INSTRUCTIONS TO FOLLOW = The lines from the one holding "middle tip: (1051, 820)" through the end of the records below are to be written out exactly, and nothing else; pictures are to be left out.

GIVEN ENTRIES =
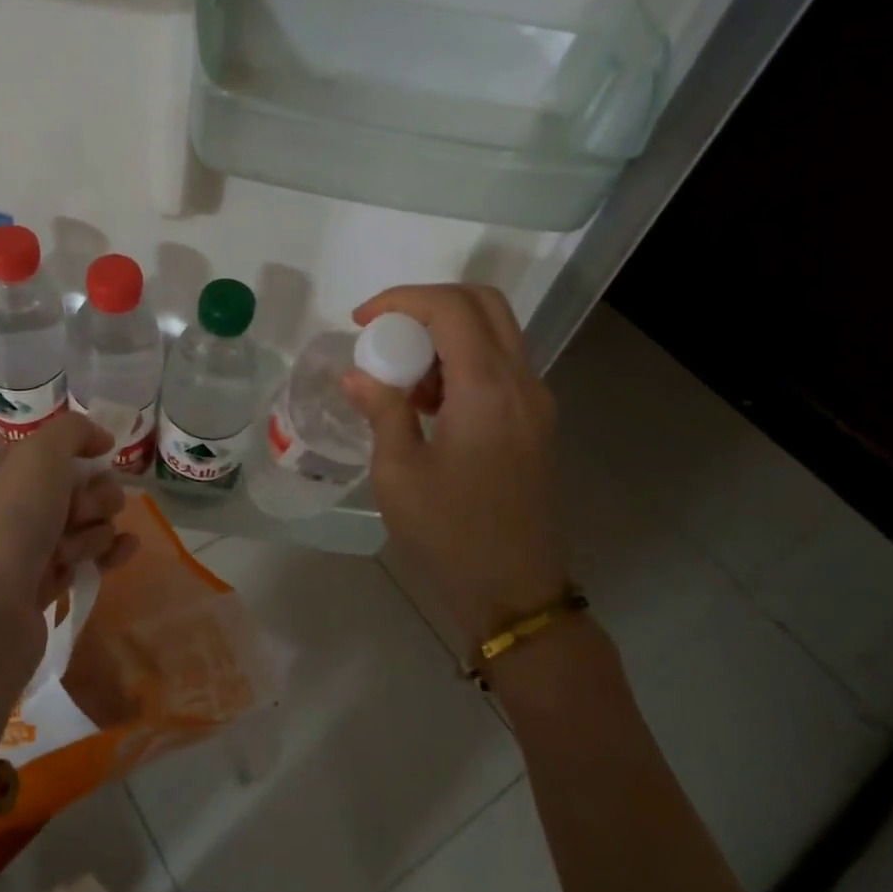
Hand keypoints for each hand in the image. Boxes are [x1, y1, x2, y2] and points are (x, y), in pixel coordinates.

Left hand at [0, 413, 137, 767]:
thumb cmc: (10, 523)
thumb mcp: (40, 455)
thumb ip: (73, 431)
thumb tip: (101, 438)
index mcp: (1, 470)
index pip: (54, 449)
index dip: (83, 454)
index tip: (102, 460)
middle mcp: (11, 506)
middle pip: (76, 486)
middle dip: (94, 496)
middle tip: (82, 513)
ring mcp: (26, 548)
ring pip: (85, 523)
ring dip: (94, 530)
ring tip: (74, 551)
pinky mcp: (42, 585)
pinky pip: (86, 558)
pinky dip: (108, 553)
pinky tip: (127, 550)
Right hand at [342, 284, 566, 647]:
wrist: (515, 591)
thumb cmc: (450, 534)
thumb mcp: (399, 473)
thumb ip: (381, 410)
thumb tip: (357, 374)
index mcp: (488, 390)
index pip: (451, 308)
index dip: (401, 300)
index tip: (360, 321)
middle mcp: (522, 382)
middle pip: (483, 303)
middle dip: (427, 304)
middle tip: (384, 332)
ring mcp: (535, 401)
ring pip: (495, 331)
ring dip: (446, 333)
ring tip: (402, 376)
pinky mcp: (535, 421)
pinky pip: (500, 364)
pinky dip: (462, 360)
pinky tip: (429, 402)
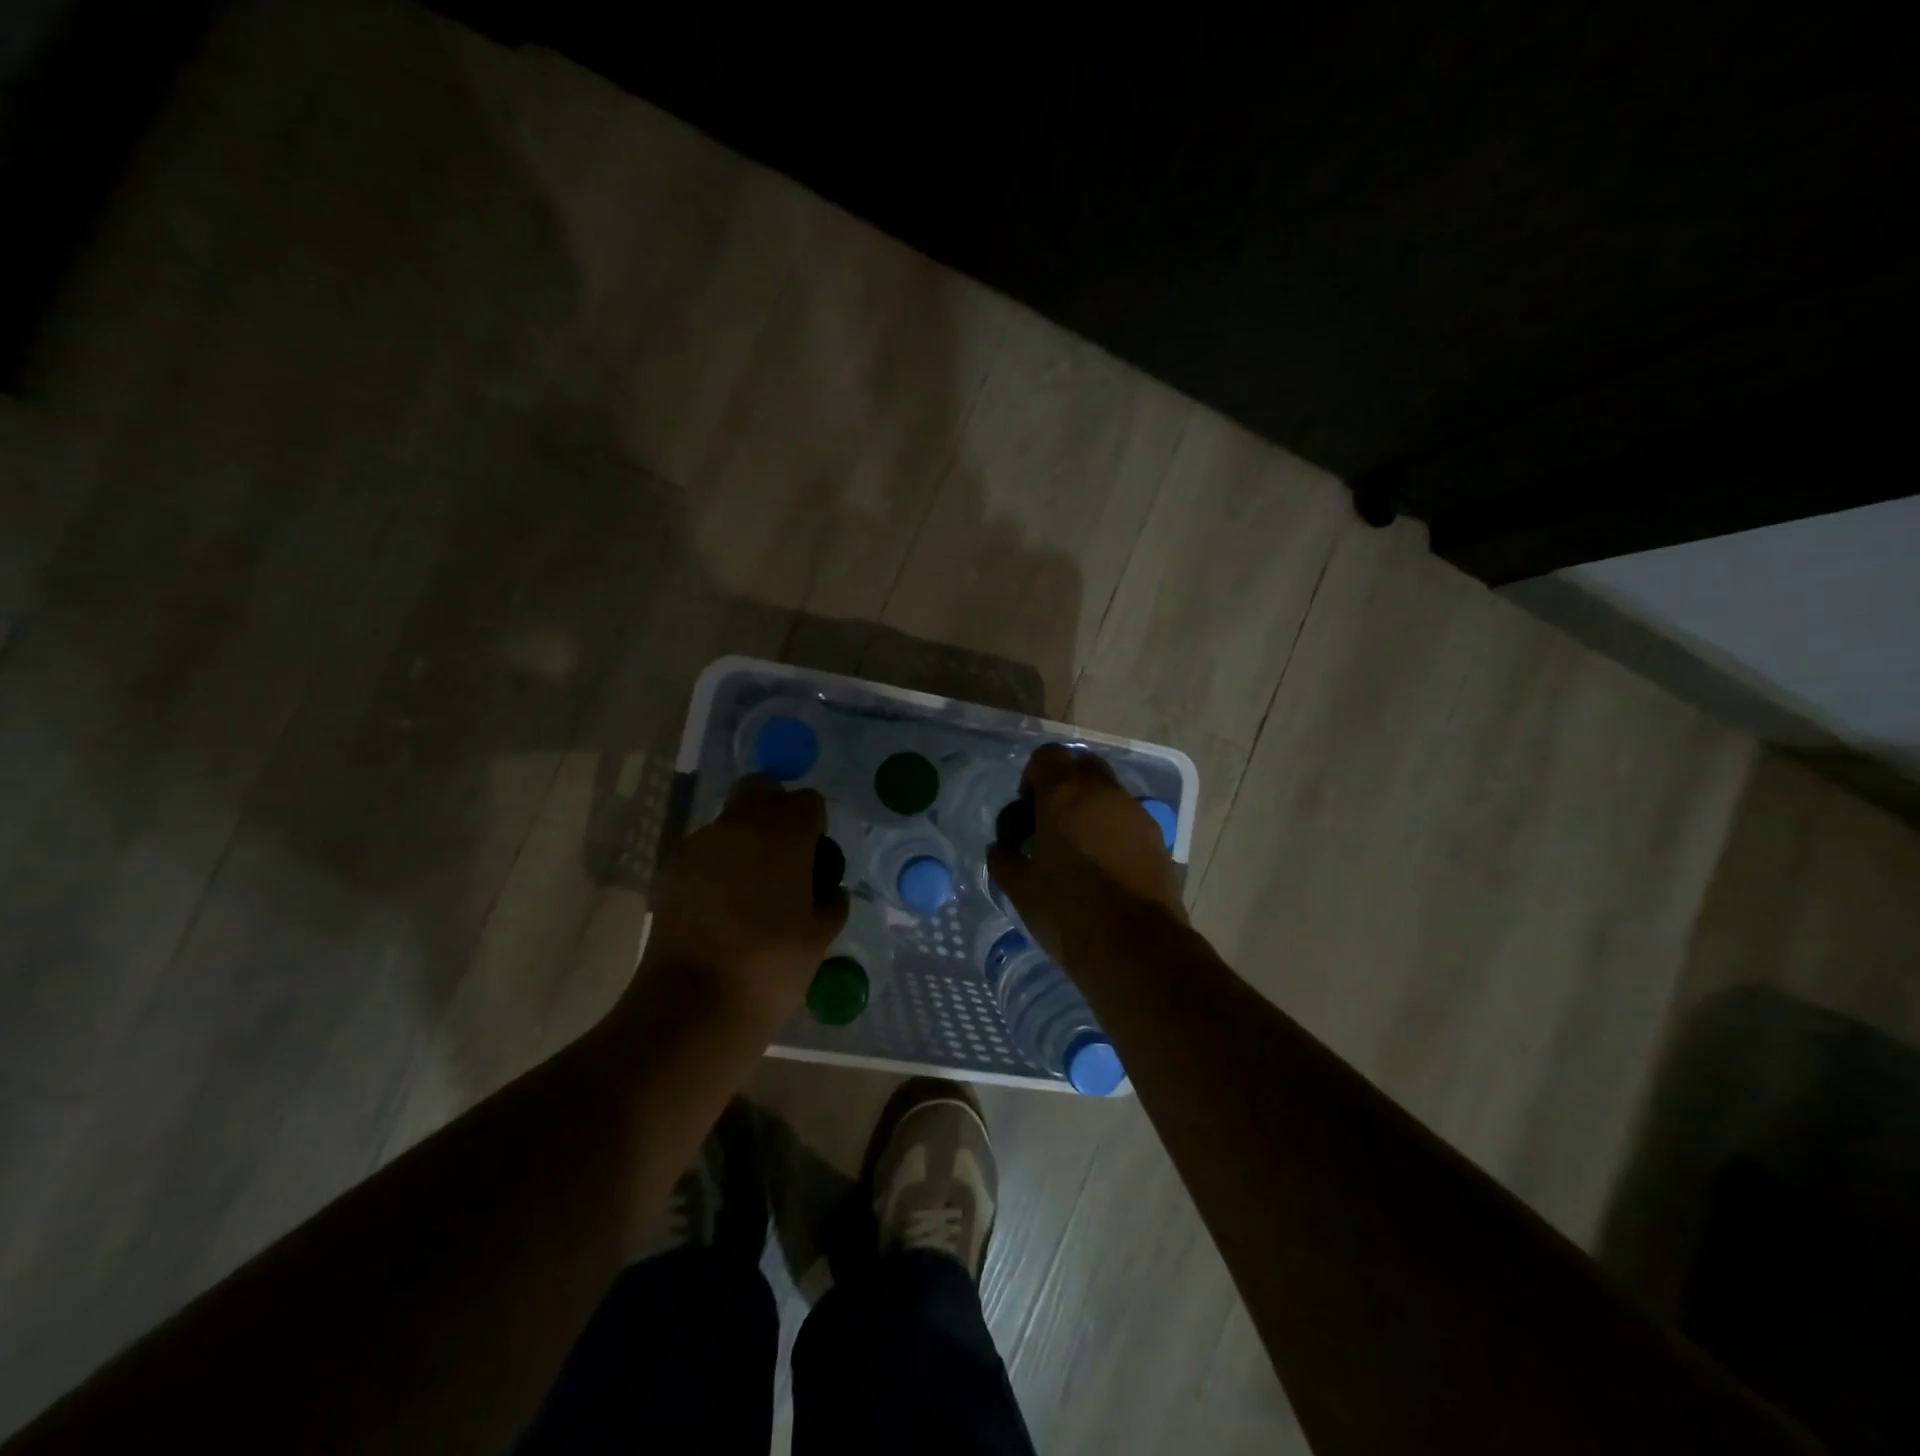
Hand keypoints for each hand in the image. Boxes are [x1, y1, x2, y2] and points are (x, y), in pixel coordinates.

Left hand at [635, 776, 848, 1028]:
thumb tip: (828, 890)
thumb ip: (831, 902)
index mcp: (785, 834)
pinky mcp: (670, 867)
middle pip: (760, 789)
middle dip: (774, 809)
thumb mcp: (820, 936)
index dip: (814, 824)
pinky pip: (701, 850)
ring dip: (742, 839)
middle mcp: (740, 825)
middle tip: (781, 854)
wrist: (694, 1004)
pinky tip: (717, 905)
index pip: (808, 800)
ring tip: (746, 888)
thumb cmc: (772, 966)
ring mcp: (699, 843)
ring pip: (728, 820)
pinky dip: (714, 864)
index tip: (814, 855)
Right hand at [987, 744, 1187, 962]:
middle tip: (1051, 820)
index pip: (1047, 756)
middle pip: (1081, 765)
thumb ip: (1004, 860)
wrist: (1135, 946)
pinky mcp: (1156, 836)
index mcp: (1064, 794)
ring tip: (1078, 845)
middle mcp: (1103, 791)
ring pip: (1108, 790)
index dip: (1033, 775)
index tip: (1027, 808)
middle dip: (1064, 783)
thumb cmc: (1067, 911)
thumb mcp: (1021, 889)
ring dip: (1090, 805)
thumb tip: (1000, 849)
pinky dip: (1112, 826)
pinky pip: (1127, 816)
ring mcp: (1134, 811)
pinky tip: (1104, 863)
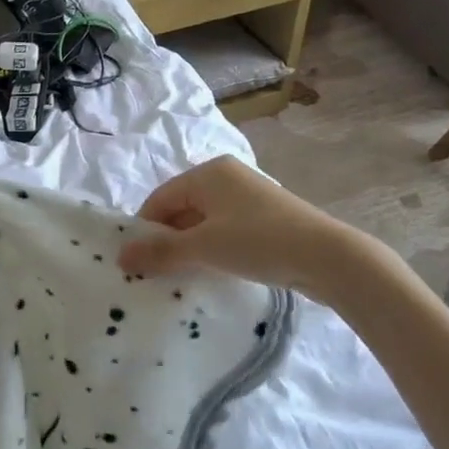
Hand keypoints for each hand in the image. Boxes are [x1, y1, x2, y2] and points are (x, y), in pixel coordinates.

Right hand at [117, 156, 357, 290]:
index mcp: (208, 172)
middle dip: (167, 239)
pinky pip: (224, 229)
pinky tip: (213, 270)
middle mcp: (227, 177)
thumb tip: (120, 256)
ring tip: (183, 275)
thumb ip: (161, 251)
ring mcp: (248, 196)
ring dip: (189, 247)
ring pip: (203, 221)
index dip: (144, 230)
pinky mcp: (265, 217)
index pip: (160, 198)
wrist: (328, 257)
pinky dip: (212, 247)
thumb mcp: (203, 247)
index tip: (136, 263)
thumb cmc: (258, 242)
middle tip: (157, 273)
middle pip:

EXERCISE SOLUTION =
middle tip: (1051, 820)
index pip: (1047, 756)
middle pip: (1081, 765)
thumb ip: (1004, 860)
wrist: (1135, 946)
pinky mcp: (1156, 836)
index mcp: (1064, 794)
ring tip: (1078, 845)
middle mcp: (1103, 791)
ring pip: (1108, 790)
index dip: (1033, 775)
index tip: (1027, 808)
middle dip: (1064, 783)
thumb cmc: (1067, 911)
thumb mcp: (1021, 889)
ring dip: (1090, 805)
thumb tip: (1000, 849)
pinky dip: (1112, 826)
pinky pip: (1127, 816)
ring mcp: (1134, 811)
pinky tip: (1104, 863)
Hand keypoints for each hand in the image. Boxes are [x1, y1, x2, y2] and points are (x, y), in pixel coordinates.

Right hand at [117, 156, 357, 290]:
index mcp: (208, 172)
middle dip: (167, 239)
pinky pip: (224, 229)
pinky tip: (213, 270)
middle mcp: (227, 177)
thumb tip: (120, 256)
ring tip: (183, 275)
thumb ip: (161, 251)
ring mcp: (248, 196)
ring dip: (189, 247)
ring pip: (203, 221)
index dip: (144, 230)
pinky mcp: (265, 217)
index pip: (160, 198)
wrist: (328, 257)
pinky dip: (212, 247)
thumb mcp: (203, 247)
index tip: (136, 263)
thumb cmc: (258, 242)
middle tip: (157, 273)
middle pip:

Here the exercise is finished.